Just back from the stall. The grate had settled at least 2 inches. Since this morning feed, it would equal maybe 2 pads in 7 hrs. No hay on the ground. Stall is hay free. Now I know where the hay is going. When we put him up, he went to his food bucket which was empty, then straight to the box and started nibbling on the Bermuda that was sticking up. He had already eaten what Alfalfa that was there from the morning. I think he thinks he is grazing from the ground. As far as eating the grate, from what I've seen, when the hay is sticking up, he grabs the top and rips it, just like grass in the field. I did see him go to far and grab the grate with his teeth but let go when he realized something was not right. Have 2 strips of wood on each side to keep him from pulling the grate out. I am still testing pulling it up thru the grates making it look like grass standing. When it is completely eaten down, he uses his lips to pick it. You Tube "slow hay feeders". Best description is the videos. The one thing I am 100% assured of is since Friday morning he has eaten at least 1/2 of a bale of Bermuda that he would not have touched in a hay rack. 
Another BIG thing I am starting to noticed. No racetrack around a 16x12 stall. Was the racetrack caused by boredom? Did not cut it tonight. Tomorrow morning will tell if he is acquiring a taste for the Bermuda.


----------



## steedaunh32 (Jun 5, 2008)

My friend tied up laundry baskets to the side of the fence and used them as modified slow feeders. Granted, they were for her minis - not sure if full sized horses would do any damage to them but it worked really well!


----------



## skeeterbit (Nov 4, 2012)

just back from the stall. the grate dropped almost 2 inches which may mean about 2 pads of Bermuda with no Alfalfa mixed in. Don't know if it is necessary to pull the hay up thru the grate, but it is working so I'm not going to change. On the way to a bale a week. Looks like this in turning my fussy hay eater to normal. Here are a couple more pics.


----------



## karliejaye (Nov 19, 2011)

Skeeterbit, I am so glad that you are having success with the slow feeder! My gelding also was picky before, and would spread his hay ALL OVER the place. Now he actually eats every last bit.


----------



## BigGirlsRideWarmbloods (Mar 28, 2010)

Not home made, but I am a HUGE fan of the Porta-Grazer: http://www.porta-grazer.com/










http://www.youtube.com/embed/vfCPuRY53AE


----------



## Horse lover77 (Jan 2, 2012)

*Slow hay feeding - Using a tractor tire with a grate??*

I have a tractor tire that I use right now. I am looking for a round grate that I could place on top of the hay - any suggestions on where I could find a grid wall or grate that is round? Needs to be 2" squares and 36" diameter. Obviously grilling grates are too small of squares. Any suggestions?


----------



## SMMJessee (Nov 11, 2012)

Horse lover77 if you live in an area where there is UFA 
UFA is a live stock store and they have a bunch of mesh in their warehouse sooooooo just ask them if you can take a look at their mesh salection


----------



## Horse lover77 (Jan 2, 2012)

Unfortunately, we do not have anything close to us. Probably 200 miles away. Any other ideas?


----------



## Saddlebag (Jan 17, 2011)

I run the rope down along one side weaving it as I go to shorten the rope. This prevents the almost empty bag from touching the ground. I'll then tie as high as possible. One horse got pretty ugly with it until it whapped him up the side of his face. That settled him down. One horse is too handy with his feet and that can be hard on a low hanging net. Chick's does run out but they'll restock as soon as possible. It's happened before.


----------



## gottatrot (Jan 9, 2011)

The NIBBLENET ® Slow Feeder Hay Bags - thenibblenet.com - Official website of The NIBBLENET ® Slow feeder Hay Bag - Slow Feed Hay Bags for Horses

I love these "nibble nets." To me they seem reasonably priced; they are extremely durable.

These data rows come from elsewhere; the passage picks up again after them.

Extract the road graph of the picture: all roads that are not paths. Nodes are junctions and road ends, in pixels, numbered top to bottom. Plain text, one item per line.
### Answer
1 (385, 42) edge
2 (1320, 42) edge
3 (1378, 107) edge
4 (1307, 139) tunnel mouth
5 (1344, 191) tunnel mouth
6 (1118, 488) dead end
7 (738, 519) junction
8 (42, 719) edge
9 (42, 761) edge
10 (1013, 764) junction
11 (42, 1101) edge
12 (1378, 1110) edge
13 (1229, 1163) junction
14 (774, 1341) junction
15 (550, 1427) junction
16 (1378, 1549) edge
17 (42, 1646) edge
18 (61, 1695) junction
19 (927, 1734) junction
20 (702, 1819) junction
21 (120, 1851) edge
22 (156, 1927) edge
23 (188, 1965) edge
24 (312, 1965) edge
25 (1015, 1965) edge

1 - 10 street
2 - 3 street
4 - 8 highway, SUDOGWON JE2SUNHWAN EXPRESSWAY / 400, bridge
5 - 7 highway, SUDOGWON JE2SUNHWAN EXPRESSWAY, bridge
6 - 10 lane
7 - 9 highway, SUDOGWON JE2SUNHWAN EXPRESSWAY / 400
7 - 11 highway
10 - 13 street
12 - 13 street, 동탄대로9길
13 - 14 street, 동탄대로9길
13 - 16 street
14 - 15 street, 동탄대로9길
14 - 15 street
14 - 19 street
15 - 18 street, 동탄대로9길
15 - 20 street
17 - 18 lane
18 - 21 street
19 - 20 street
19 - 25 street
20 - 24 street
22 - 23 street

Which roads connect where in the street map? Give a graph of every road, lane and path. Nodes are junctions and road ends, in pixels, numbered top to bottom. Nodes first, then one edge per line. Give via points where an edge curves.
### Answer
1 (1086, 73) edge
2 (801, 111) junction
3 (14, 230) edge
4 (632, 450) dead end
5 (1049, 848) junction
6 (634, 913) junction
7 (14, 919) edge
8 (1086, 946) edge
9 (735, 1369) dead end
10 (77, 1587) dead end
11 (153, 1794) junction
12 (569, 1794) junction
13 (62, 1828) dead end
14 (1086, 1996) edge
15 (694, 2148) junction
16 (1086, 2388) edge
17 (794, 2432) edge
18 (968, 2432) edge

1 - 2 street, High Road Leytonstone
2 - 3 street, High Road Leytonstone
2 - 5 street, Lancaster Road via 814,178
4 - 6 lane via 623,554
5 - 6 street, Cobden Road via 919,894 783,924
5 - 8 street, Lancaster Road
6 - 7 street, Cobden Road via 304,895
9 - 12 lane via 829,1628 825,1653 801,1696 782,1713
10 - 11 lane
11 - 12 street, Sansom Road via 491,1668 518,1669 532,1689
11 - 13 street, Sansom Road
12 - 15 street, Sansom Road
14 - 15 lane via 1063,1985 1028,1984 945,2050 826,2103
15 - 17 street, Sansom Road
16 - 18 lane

For my mare that bolted her hay and could not have enough to eat all night or she would get fat, I got the one with extra small holes. Now it takes hours for her to eat even the amount of hay she is allowed. I rest easier knowing she has food in her stomach nearly 24/7.

My other mare was one that dragged her hay around and peed on it, wasting lots of nice hay. She has one with regular sized holes. She is a hard keeper, but seems to actually digest better when fed through a slow feeder.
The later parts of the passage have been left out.